Each line of the data is to be output verbatim, with the images removed.

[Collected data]
▬▬▬▬▬▬▬▬▬▬

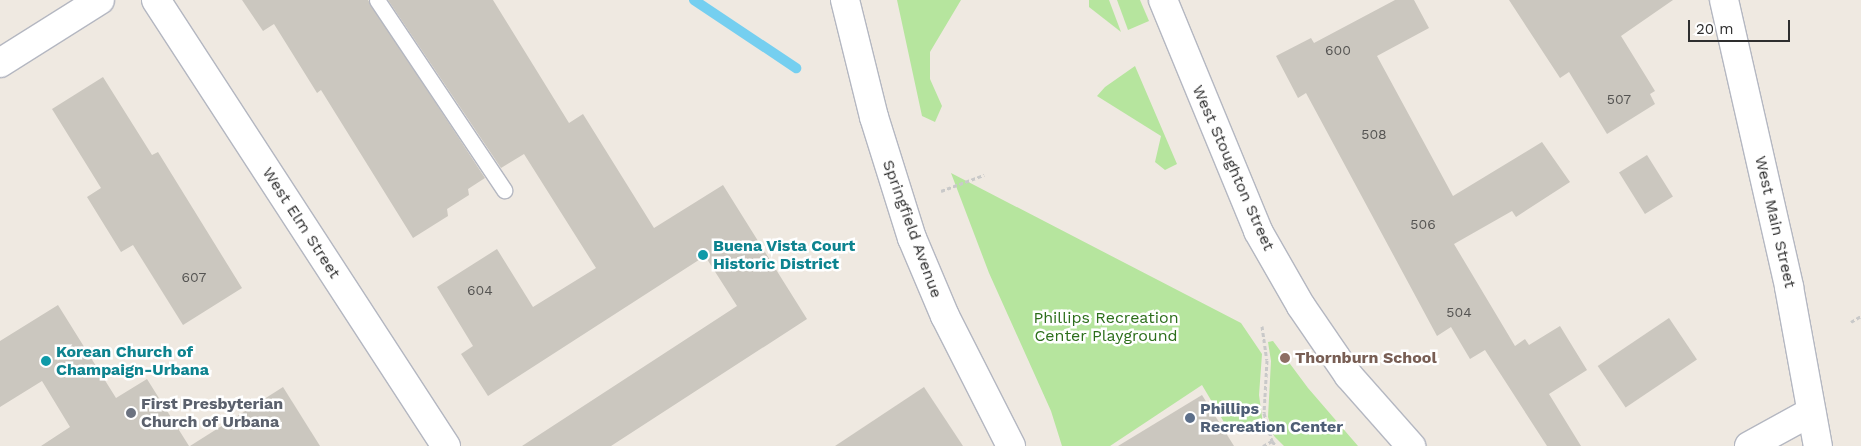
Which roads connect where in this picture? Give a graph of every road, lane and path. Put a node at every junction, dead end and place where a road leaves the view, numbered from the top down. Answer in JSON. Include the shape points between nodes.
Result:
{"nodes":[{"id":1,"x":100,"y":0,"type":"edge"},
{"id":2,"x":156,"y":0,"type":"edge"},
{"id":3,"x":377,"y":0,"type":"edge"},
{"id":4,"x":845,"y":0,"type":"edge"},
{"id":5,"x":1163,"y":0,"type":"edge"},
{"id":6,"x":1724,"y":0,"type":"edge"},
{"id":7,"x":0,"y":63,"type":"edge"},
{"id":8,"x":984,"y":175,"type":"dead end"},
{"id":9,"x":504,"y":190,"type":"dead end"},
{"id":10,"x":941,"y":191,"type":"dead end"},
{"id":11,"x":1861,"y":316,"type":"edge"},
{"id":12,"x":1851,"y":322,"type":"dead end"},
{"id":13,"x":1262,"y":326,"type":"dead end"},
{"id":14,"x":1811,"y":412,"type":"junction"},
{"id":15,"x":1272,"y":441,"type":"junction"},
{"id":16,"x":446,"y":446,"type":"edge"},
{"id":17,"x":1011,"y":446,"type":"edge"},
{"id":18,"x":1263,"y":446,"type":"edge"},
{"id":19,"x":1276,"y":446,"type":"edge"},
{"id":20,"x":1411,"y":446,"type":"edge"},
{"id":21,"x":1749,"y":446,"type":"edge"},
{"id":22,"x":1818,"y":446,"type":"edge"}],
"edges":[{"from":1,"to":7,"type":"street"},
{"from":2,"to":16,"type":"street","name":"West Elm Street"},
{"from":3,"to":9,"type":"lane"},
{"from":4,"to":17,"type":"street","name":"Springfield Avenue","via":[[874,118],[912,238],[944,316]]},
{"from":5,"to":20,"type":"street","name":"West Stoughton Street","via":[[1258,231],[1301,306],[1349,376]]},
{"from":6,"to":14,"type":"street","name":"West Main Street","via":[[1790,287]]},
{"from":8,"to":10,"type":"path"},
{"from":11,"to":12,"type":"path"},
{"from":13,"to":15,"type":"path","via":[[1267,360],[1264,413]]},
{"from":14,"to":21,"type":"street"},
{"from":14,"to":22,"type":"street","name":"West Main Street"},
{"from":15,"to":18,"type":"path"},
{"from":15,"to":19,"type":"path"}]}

▬▬▬▬▬▬▬▬▬▬

» **Result**:
Which roads connect where in this picture? Give a graph of every road, lane and path. Put a node at every junction, dead end and place where a road leaves the view, numbered from the top down. Answer in JSON. Include the shape points between nodes.
Result:
{"nodes":[{"id":1,"x":100,"y":0,"type":"edge"},
{"id":2,"x":156,"y":0,"type":"edge"},
{"id":3,"x":377,"y":0,"type":"edge"},
{"id":4,"x":845,"y":0,"type":"edge"},
{"id":5,"x":1163,"y":0,"type":"edge"},
{"id":6,"x":1724,"y":0,"type":"edge"},
{"id":7,"x":0,"y":63,"type":"edge"},
{"id":8,"x":984,"y":175,"type":"dead end"},
{"id":9,"x":504,"y":190,"type":"dead end"},
{"id":10,"x":941,"y":191,"type":"dead end"},
{"id":11,"x":1861,"y":316,"type":"edge"},
{"id":12,"x":1851,"y":322,"type":"dead end"},
{"id":13,"x":1262,"y":326,"type":"dead end"},
{"id":14,"x":1811,"y":412,"type":"junction"},
{"id":15,"x":1272,"y":441,"type":"junction"},
{"id":16,"x":446,"y":446,"type":"edge"},
{"id":17,"x":1011,"y":446,"type":"edge"},
{"id":18,"x":1263,"y":446,"type":"edge"},
{"id":19,"x":1276,"y":446,"type":"edge"},
{"id":20,"x":1411,"y":446,"type":"edge"},
{"id":21,"x":1749,"y":446,"type":"edge"},
{"id":22,"x":1818,"y":446,"type":"edge"}],
"edges":[{"from":1,"to":7,"type":"street"},
{"from":2,"to":16,"type":"street","name":"West Elm Street"},
{"from":3,"to":9,"type":"lane"},
{"from":4,"to":17,"type":"street","name":"Springfield Avenue","via":[[874,118],[912,238],[944,316]]},
{"from":5,"to":20,"type":"street","name":"West Stoughton Street","via":[[1258,231],[1301,306],[1349,376]]},
{"from":6,"to":14,"type":"street","name":"West Main Street","via":[[1790,287]]},
{"from":8,"to":10,"type":"path"},
{"from":11,"to":12,"type":"path"},
{"from":13,"to":15,"type":"path","via":[[1267,360],[1264,413]]},
{"from":14,"to":21,"type":"street"},
{"from":14,"to":22,"type":"street","name":"West Main Street"},
{"from":15,"to":18,"type":"path"},
{"from":15,"to":19,"type":"path"}]}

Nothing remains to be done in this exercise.